What is expected →
Which lines in the records below contain the word "junction"? Return each of them.

___ Dataset ___

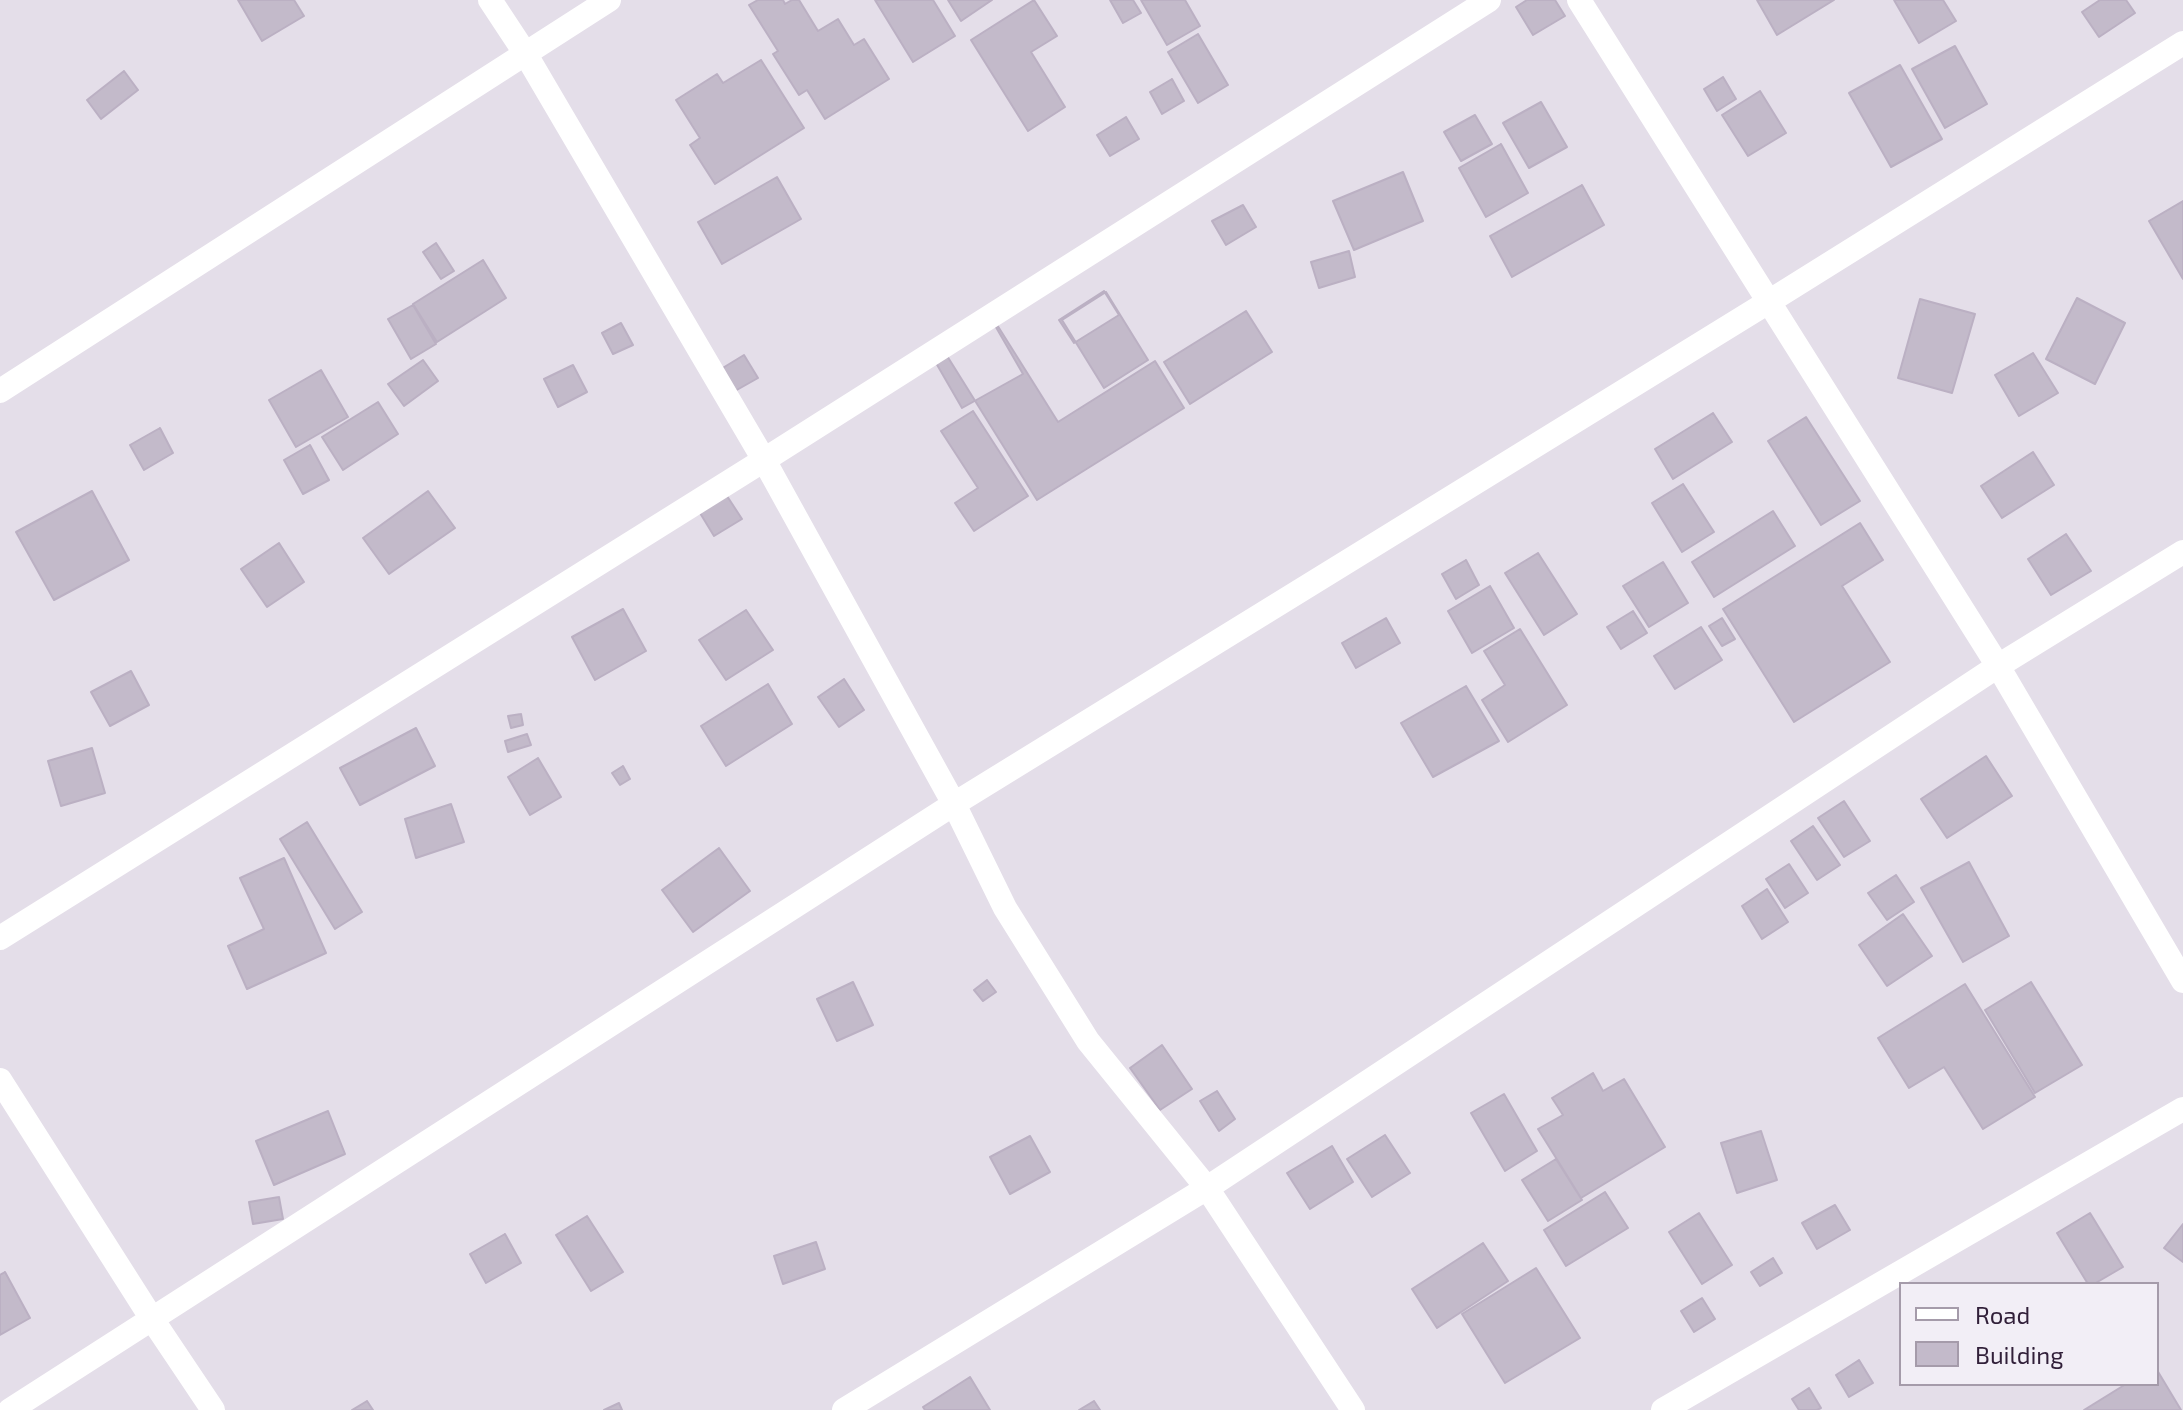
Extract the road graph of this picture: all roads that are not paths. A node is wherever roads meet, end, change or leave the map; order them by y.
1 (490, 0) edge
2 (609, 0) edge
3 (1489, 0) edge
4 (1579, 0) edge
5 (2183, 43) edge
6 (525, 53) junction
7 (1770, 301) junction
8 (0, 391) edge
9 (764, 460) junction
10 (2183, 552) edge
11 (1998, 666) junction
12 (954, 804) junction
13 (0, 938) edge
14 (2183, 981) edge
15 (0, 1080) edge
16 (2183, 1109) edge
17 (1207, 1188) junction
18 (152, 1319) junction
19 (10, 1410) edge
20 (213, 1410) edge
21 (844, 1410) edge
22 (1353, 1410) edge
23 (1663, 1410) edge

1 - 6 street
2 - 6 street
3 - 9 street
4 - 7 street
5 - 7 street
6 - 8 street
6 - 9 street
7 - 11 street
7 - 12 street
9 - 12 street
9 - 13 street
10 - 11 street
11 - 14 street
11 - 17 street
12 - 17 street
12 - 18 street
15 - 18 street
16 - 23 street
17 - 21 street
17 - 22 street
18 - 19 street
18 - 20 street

___

Solution to the problem →
6 (525, 53) junction
7 (1770, 301) junction
9 (764, 460) junction
11 (1998, 666) junction
12 (954, 804) junction
17 (1207, 1188) junction
18 (152, 1319) junction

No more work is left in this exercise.